There are several compelling reasons for this.
For starters, every car already on dealer lots was imported by the car company and paid for by the dealer when the currency was stronger.
Secondly, most brands do not buy in US dollars.
And thirdly, most companies buy their foreign currency up to six and nine months in advance, to protect customers (and the price of cars) from such fluctuations.
The value of the Australian dollar versus the Japanese Yen, the Thai Baht (Thailand is now our second biggest source of cars ahead of South Korea), and the Euro are all relatively steady.
Furthermore, economists are predicting that the value of the Australian dollar will remain above 90 US cents for at least the next 12 to 18 months.

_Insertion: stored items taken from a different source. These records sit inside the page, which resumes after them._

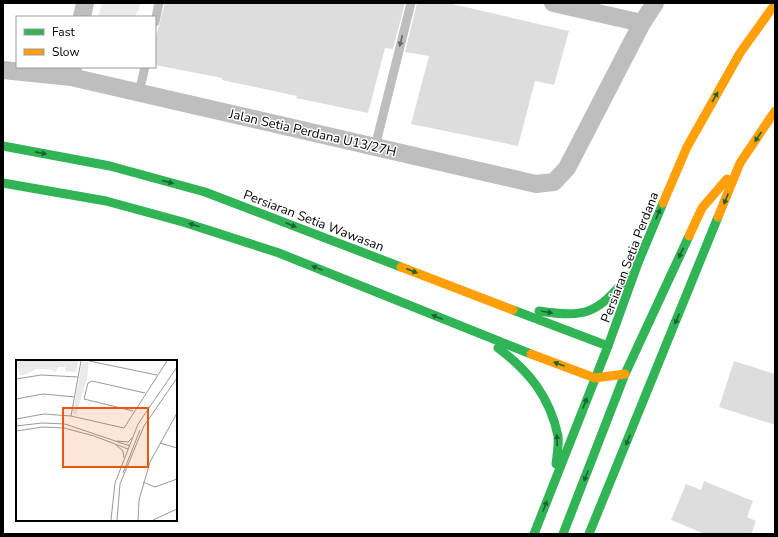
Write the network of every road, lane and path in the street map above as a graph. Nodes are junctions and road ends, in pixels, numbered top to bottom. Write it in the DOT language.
graph roads {
  1 [pos="85,3"];
  2 [pos="159,3"];
  3 [pos="411,3"];
  4 [pos="553,3"];
  5 [pos="655,3"];
  6 [pos="775,4"];
  7 [pos="82,16"];
  8 [pos="156,17"];
  9 [pos="642,23"];
  10 [pos="145,68"];
  11 [pos="3,70"];
  12 [pos="72,72"];
  13 [pos="139,92"];
  14 [pos="775,110"];
  15 [pos="3,146"];
  16 [pos="375,147"];
  17 [pos="740,163"];
  18 [pos="3,183"];
  19 [pos="638,263"];
  20 [pos="495,303"];
  21 [pos="482,336"];
  22 [pos="608,346"];
  23 [pos="625,374"];
  24 [pos="595,378"];
  25 [pos="556,479"];
  26 [pos="534,534"];
  27 [pos="563,534"];
  28 [pos="589,534"];
  1 -- 7 [label="street"];
  2 -- 8 [label="lane"];
  3 -- 16 [label="lane, one-way"];
  4 -- 9 [label="street"];
  5 -- 9 [label="street"];
  19 -- 6 [label="main road, Persiaran Setia Perdana, one-way"];
  9 -- 16 [label="street, Jalan Setia Perdana U13/27H"];
  10 -- 13 [label="lane"];
  11 -- 12 [label="street, Jalan Setia Perdana U13/27H"];
  12 -- 13 [label="street, Jalan Setia Perdana U13/27H"];
  13 -- 16 [label="street, Jalan Setia Perdana U13/27H"];
  14 -- 17 [label="main road, one-way"];
  15 -- 20 [label="main road, Persiaran Setia Wawasan, one-way"];
  17 -- 23 [label="main road, one-way"];
  17 -- 28 [label="main road, one-way"];
  21 -- 18 [label="main road, one-way"];
  20 -- 19 [label="main road, one-way"];
  19 -- 22 [label="main road, Persiaran Setia Perdana"];
  20 -- 22 [label="main road, Persiaran Setia Wawasan"];
  24 -- 21 [label="main road, one-way"];
  25 -- 21 [label="main road, one-way"];
  22 -- 23 [label="main road"];
  22 -- 24 [label="main road, Persiaran Setia Perdana"];
  23 -- 24 [label="main road"];
  23 -- 27 [label="main road, one-way"];
  25 -- 24 [label="main road, Persiaran Setia Perdana, one-way"];
  26 -- 25 [label="main road, Persiaran Setia Perdana, one-way"];
}
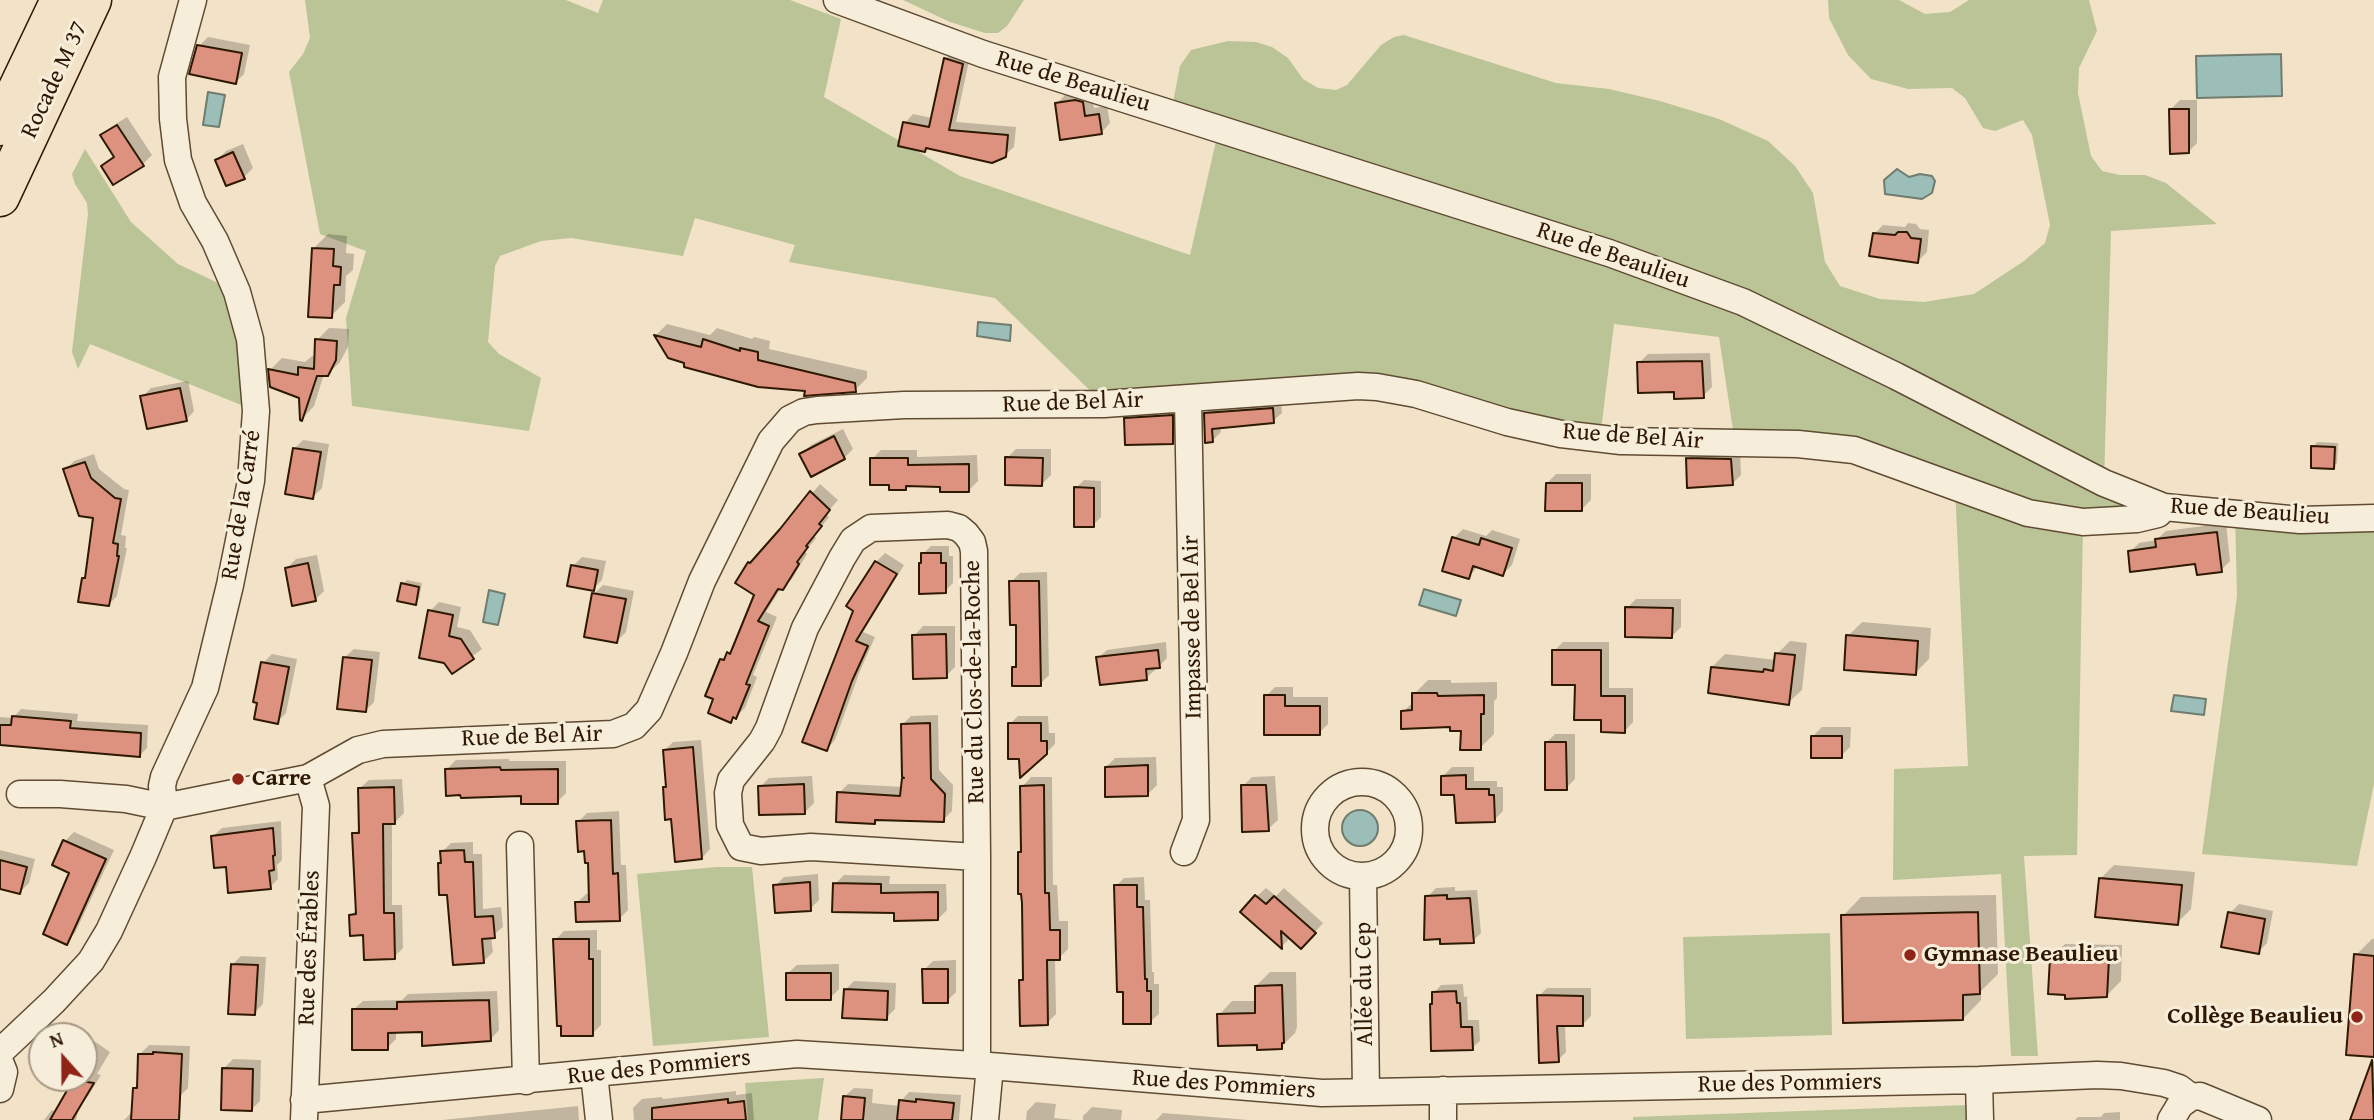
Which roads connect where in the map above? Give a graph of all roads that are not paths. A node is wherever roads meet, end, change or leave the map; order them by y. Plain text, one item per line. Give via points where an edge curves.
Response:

Any guessing beyond then is exactly that: a guess.
So while the latest car sales figures don't reflect it, as we've now seen eight months in a row of sales decline and the biggest dip since the Global Financial Crisis, the reality is new-car prices in the mass market (below $60,000) are the lowest they've been in 20 years and, thanks to low interest rates, car affordability is at a 38-year high, according to CommSec.
New-car prices will only start to rise once the Australian dollar slumps across more currencies for a several months in a row. Then, we will need to worry.
All that said, Australians still pay over the odds for luxury cars, but you can blame that on our relatively small market (less than 1 per cent of global vehicle sales) and a Luxury Car Tax that slugs buyers 33 per cent of the cost of most cars above $61,884.